President Barack Obama, in his first State of the Union Address, issued his strongest directive in months for lawmakers to carry on with a health reform effort that has been stuck in neutral in the House and Senate.
“As temperatures cool, I want everyone to take another look at the plan we've proposed,” Obama said, urging lawmakers not to walk away from the effort. “Not now.
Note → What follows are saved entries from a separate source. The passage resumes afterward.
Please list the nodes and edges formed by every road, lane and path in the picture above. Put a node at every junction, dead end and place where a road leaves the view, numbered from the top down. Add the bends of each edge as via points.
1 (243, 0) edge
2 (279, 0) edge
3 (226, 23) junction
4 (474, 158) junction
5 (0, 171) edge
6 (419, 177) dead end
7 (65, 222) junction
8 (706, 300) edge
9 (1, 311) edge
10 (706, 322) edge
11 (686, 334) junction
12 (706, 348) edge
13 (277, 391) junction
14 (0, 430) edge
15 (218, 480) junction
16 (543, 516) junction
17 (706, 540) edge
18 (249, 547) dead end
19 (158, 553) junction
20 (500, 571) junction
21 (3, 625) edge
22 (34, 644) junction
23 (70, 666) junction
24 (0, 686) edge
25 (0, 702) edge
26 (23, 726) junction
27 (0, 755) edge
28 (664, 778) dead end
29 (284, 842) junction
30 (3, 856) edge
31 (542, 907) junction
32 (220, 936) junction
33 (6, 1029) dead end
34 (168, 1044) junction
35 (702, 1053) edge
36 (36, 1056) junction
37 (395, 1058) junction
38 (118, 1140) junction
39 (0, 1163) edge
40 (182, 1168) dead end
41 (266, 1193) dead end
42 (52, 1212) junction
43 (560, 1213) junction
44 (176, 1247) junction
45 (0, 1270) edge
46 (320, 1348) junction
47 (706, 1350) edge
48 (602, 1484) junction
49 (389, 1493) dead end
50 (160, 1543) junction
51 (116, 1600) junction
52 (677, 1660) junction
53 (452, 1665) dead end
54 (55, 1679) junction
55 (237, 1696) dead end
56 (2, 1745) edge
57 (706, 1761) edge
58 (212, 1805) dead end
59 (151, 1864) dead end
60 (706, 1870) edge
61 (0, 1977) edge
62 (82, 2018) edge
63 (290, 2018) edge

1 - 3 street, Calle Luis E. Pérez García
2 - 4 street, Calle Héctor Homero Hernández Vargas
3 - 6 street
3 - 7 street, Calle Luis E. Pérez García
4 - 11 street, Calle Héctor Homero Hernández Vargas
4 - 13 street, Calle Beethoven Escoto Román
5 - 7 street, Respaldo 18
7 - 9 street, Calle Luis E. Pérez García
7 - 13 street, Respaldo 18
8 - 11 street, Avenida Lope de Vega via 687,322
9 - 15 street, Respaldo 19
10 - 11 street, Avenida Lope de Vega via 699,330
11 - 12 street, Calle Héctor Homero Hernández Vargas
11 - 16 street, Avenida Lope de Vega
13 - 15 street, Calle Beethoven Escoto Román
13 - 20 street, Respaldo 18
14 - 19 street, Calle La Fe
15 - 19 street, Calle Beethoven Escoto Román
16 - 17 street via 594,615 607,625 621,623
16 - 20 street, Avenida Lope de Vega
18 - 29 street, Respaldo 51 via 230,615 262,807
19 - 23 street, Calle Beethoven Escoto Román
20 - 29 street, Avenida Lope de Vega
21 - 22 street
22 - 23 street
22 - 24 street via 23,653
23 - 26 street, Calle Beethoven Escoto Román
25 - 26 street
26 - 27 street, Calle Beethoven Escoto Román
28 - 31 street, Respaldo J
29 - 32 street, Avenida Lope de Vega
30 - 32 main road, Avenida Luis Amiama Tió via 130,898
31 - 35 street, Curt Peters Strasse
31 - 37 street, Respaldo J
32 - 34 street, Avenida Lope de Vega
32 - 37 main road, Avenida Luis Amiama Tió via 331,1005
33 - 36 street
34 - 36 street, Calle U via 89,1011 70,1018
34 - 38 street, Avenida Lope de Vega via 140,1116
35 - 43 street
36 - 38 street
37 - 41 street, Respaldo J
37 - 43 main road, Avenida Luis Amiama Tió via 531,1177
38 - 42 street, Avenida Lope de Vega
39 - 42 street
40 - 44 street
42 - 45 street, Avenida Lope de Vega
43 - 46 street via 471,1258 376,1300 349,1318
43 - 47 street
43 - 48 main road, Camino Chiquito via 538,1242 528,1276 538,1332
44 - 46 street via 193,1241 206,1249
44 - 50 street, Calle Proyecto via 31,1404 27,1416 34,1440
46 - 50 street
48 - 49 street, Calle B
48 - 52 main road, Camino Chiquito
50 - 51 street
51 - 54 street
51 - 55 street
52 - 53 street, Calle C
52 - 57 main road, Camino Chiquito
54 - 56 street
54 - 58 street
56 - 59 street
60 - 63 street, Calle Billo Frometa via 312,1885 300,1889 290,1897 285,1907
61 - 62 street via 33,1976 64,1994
Not when we are so close.”
It was one of the president's most impassioned pleas to the fractious parties that occupy the Capitol and his most visible one yet since Democrats lost a crucial Senate seat earlier this month.
“By the time I'm finished speaking tonight, more Americans will have lost their health insurance,” he said “I will not walk away from these Americans, and neither should the people in this chamber.”
In a surprise turn, Obama's comments drew applause and ovations from Democrats and Republicans alike.
Richard Umbdenstock, president and CEO of the American Hospital Association, lauded the president's message. “I think it's the right approach,” he said.
Umbdenstock, who worked closely with the White House to help shape components of reform legislation, called the effort “important work” and said, “there is a real need to continue.”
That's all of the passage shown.